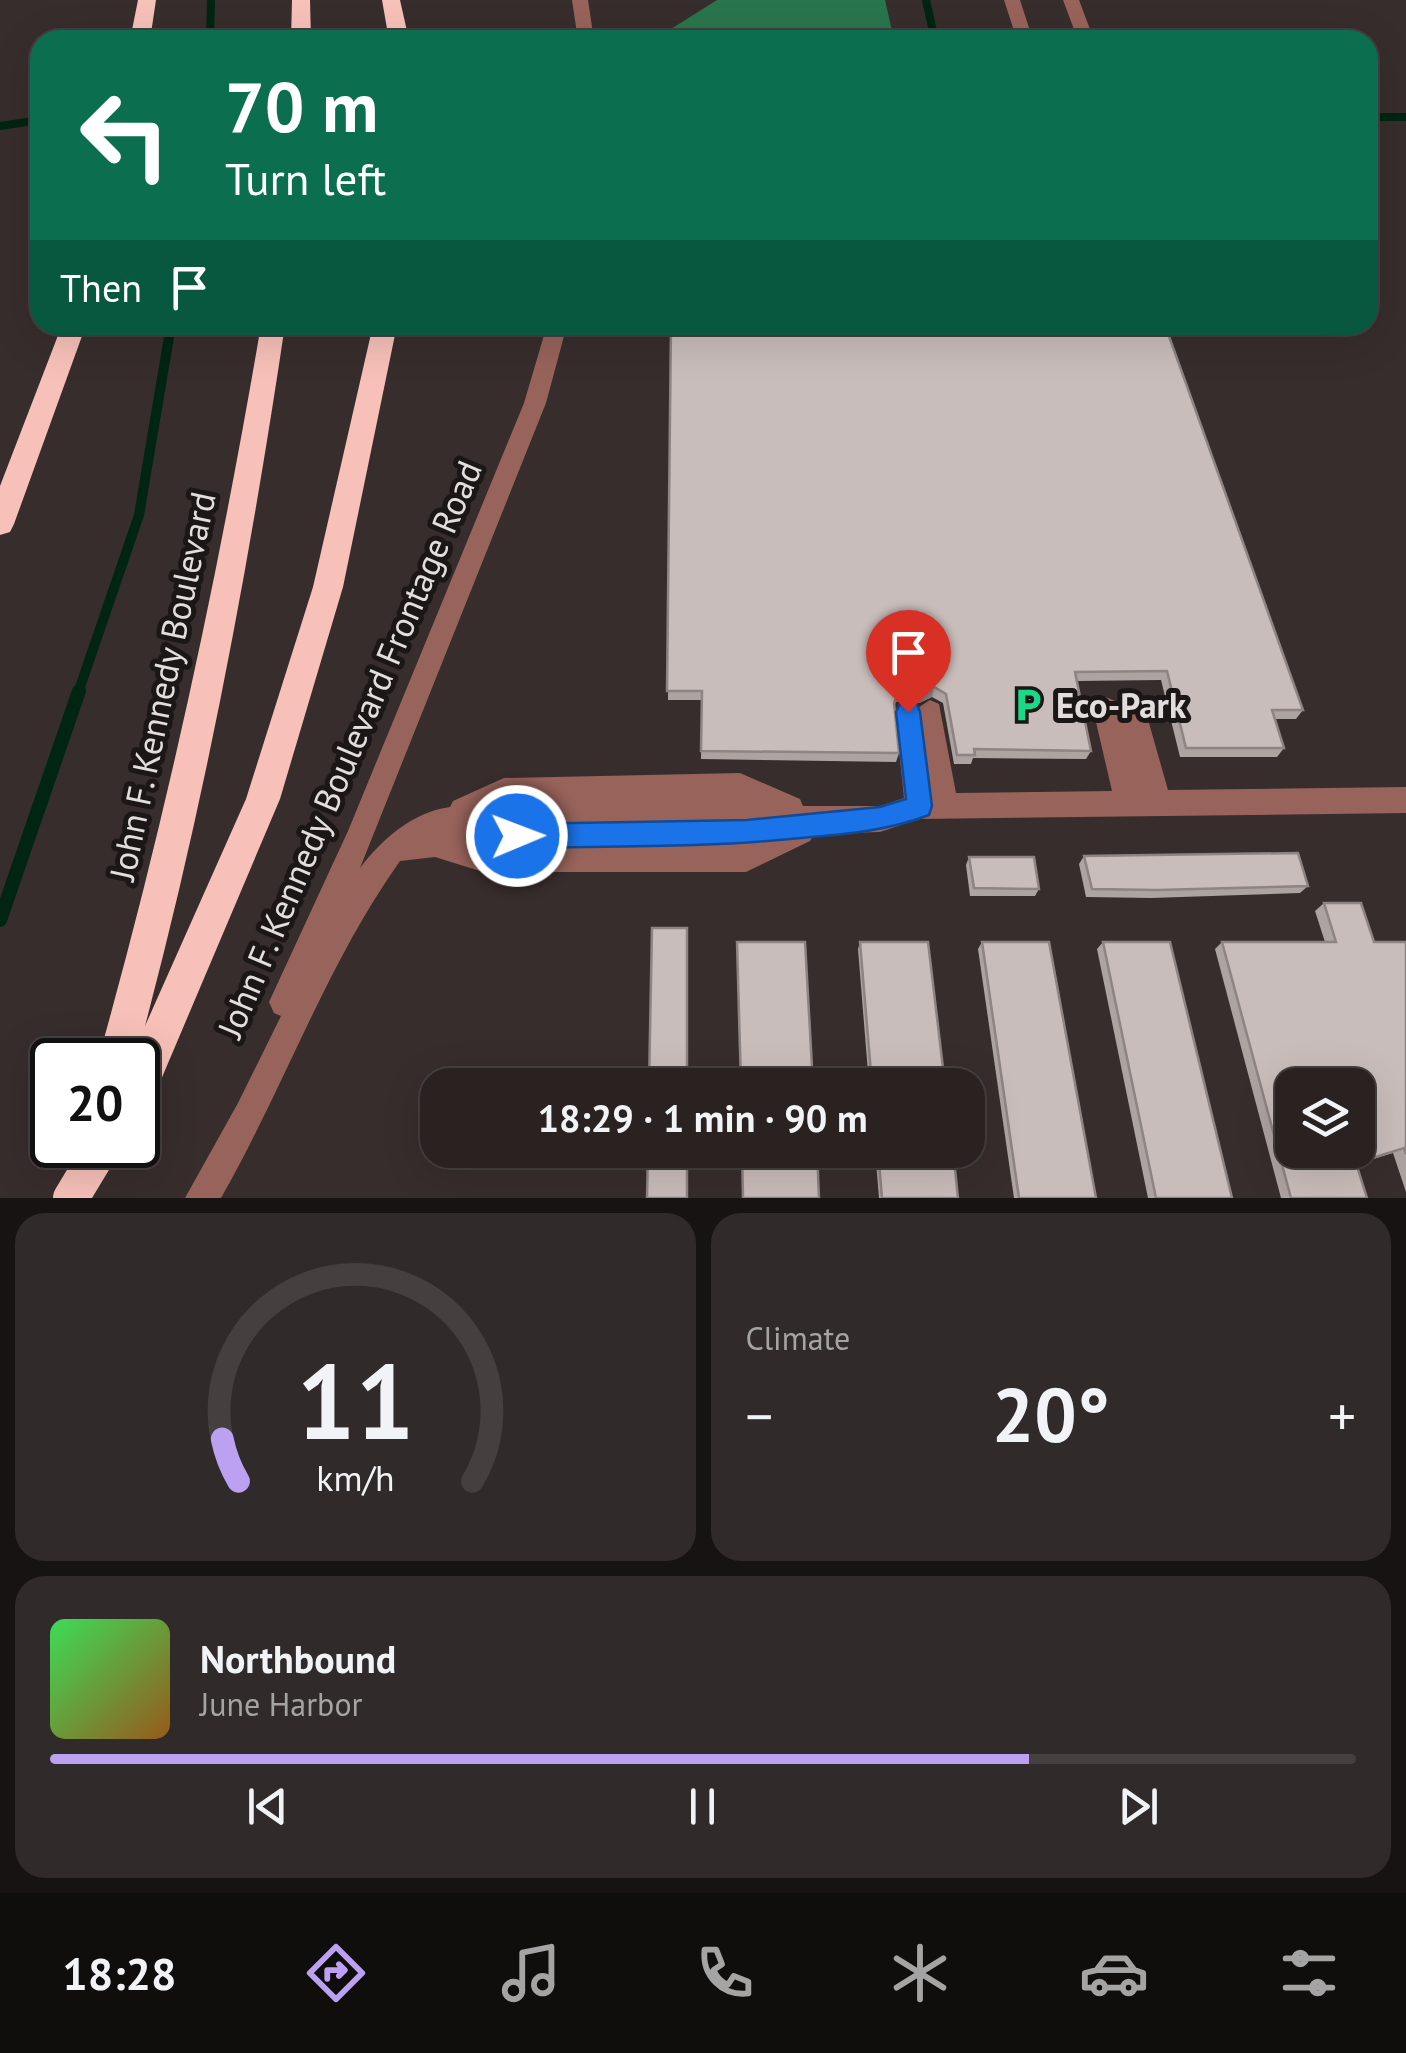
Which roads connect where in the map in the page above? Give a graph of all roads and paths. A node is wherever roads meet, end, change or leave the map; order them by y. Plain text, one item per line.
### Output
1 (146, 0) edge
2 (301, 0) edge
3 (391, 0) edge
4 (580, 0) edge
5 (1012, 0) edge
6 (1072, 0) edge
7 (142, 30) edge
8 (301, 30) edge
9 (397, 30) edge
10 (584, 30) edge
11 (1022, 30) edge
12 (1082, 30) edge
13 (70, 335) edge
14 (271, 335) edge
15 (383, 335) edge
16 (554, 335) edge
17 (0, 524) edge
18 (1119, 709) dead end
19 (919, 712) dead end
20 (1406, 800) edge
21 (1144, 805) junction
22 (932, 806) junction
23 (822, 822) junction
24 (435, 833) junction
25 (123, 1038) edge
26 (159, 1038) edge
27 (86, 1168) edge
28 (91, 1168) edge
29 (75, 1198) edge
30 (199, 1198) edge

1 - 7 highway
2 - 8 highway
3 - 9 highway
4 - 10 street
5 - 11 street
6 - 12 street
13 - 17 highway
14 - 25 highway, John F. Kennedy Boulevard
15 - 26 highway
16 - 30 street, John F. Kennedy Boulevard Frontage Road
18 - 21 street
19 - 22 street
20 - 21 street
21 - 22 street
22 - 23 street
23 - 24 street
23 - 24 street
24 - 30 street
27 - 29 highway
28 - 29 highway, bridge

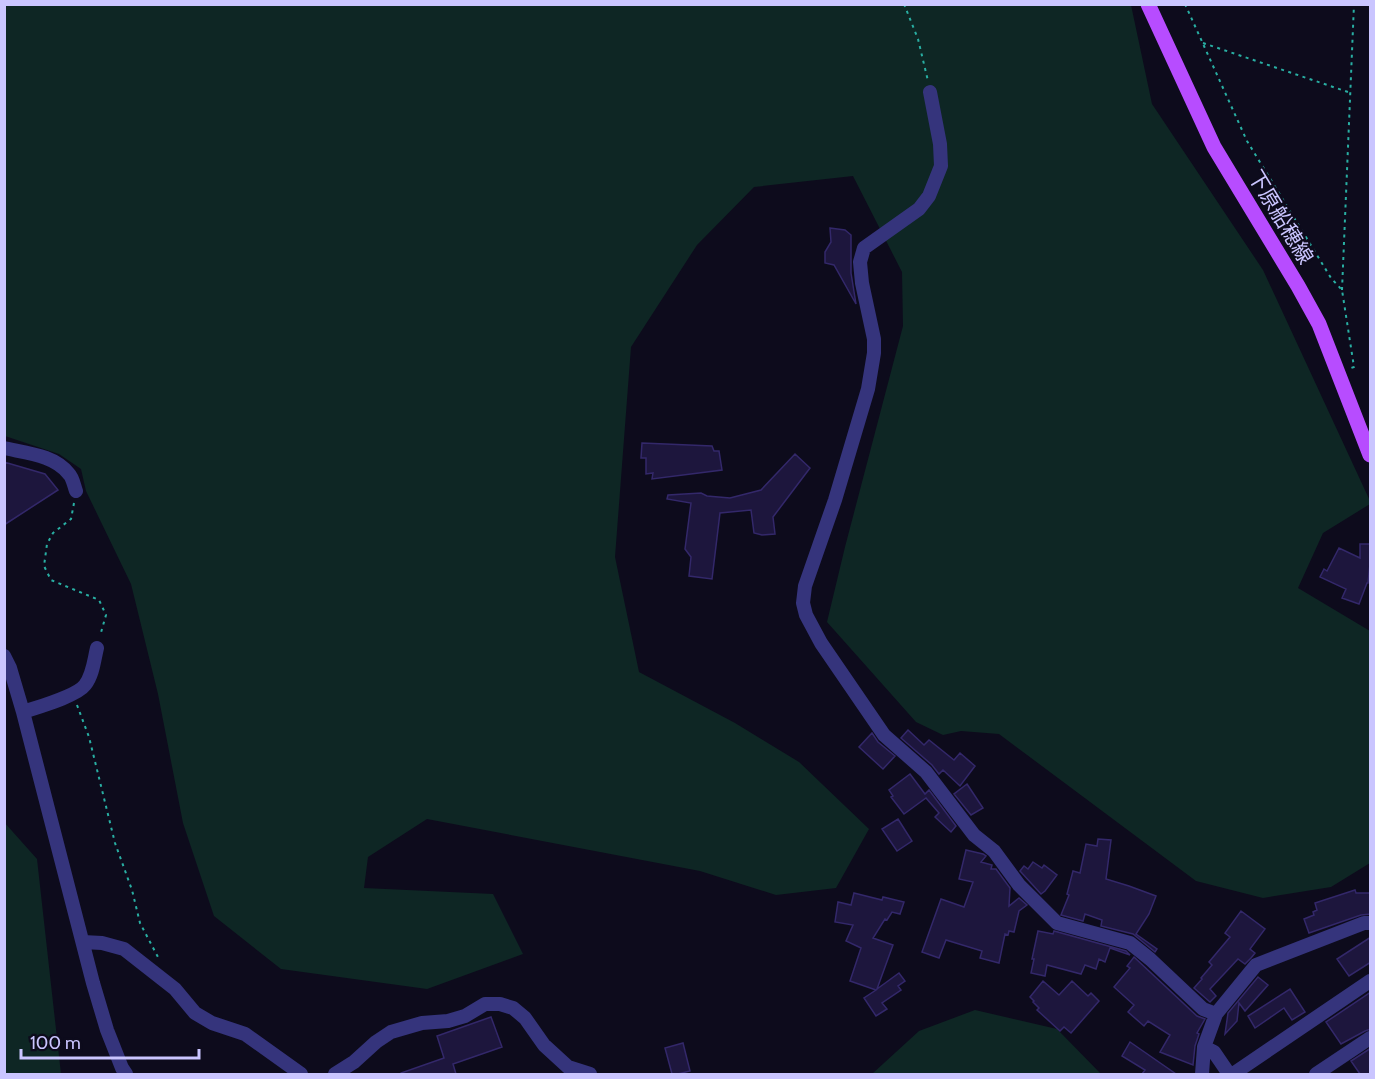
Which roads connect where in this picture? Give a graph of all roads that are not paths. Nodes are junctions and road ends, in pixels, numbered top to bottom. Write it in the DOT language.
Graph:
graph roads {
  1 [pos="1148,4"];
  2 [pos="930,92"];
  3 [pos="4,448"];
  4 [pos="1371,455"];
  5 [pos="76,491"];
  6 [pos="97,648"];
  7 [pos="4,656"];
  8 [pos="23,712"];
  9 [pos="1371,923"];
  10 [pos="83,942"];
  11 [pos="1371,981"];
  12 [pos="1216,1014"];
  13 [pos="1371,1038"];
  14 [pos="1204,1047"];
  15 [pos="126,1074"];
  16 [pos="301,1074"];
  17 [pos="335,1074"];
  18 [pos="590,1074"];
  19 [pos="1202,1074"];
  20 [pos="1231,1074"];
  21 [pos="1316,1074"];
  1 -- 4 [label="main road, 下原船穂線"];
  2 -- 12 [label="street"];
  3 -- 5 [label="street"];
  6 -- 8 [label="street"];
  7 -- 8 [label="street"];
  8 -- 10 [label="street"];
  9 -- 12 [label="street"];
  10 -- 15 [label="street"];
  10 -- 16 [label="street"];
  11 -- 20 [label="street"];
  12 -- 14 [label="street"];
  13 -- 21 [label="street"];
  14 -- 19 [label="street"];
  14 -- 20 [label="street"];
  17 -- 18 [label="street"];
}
-----
Strip out the images, then output the records above word for word.

Output of the task:
Which roads connect where in the map in the page above? Give a graph of all roads and paths. A node is wherever roads meet, end, change or leave the map; order them by y. Plain text, one item per line.
### Output
1 (146, 0) edge
2 (301, 0) edge
3 (391, 0) edge
4 (580, 0) edge
5 (1012, 0) edge
6 (1072, 0) edge
7 (142, 30) edge
8 (301, 30) edge
9 (397, 30) edge
10 (584, 30) edge
11 (1022, 30) edge
12 (1082, 30) edge
13 (70, 335) edge
14 (271, 335) edge
15 (383, 335) edge
16 (554, 335) edge
17 (0, 524) edge
18 (1119, 709) dead end
19 (919, 712) dead end
20 (1406, 800) edge
21 (1144, 805) junction
22 (932, 806) junction
23 (822, 822) junction
24 (435, 833) junction
25 (123, 1038) edge
26 (159, 1038) edge
27 (86, 1168) edge
28 (91, 1168) edge
29 (75, 1198) edge
30 (199, 1198) edge

1 - 7 highway
2 - 8 highway
3 - 9 highway
4 - 10 street
5 - 11 street
6 - 12 street
13 - 17 highway
14 - 25 highway, John F. Kennedy Boulevard
15 - 26 highway
16 - 30 street, John F. Kennedy Boulevard Frontage Road
18 - 21 street
19 - 22 street
20 - 21 street
21 - 22 street
22 - 23 street
23 - 24 street
23 - 24 street
24 - 30 street
27 - 29 highway
28 - 29 highway, bridge

Which roads connect where in this picture? Give a graph of all roads that are not paths. Nodes are junctions and road ends, in pixels, numbered top to bottom. Write it in the DOT language.
Graph:
graph roads {
  1 [pos="1148,4"];
  2 [pos="930,92"];
  3 [pos="4,448"];
  4 [pos="1371,455"];
  5 [pos="76,491"];
  6 [pos="97,648"];
  7 [pos="4,656"];
  8 [pos="23,712"];
  9 [pos="1371,923"];
  10 [pos="83,942"];
  11 [pos="1371,981"];
  12 [pos="1216,1014"];
  13 [pos="1371,1038"];
  14 [pos="1204,1047"];
  15 [pos="126,1074"];
  16 [pos="301,1074"];
  17 [pos="335,1074"];
  18 [pos="590,1074"];
  19 [pos="1202,1074"];
  20 [pos="1231,1074"];
  21 [pos="1316,1074"];
  1 -- 4 [label="main road, 下原船穂線"];
  2 -- 12 [label="street"];
  3 -- 5 [label="street"];
  6 -- 8 [label="street"];
  7 -- 8 [label="street"];
  8 -- 10 [label="street"];
  9 -- 12 [label="street"];
  10 -- 15 [label="street"];
  10 -- 16 [label="street"];
  11 -- 20 [label="street"];
  12 -- 14 [label="street"];
  13 -- 21 [label="street"];
  14 -- 19 [label="street"];
  14 -- 20 [label="street"];
  17 -- 18 [label="street"];
}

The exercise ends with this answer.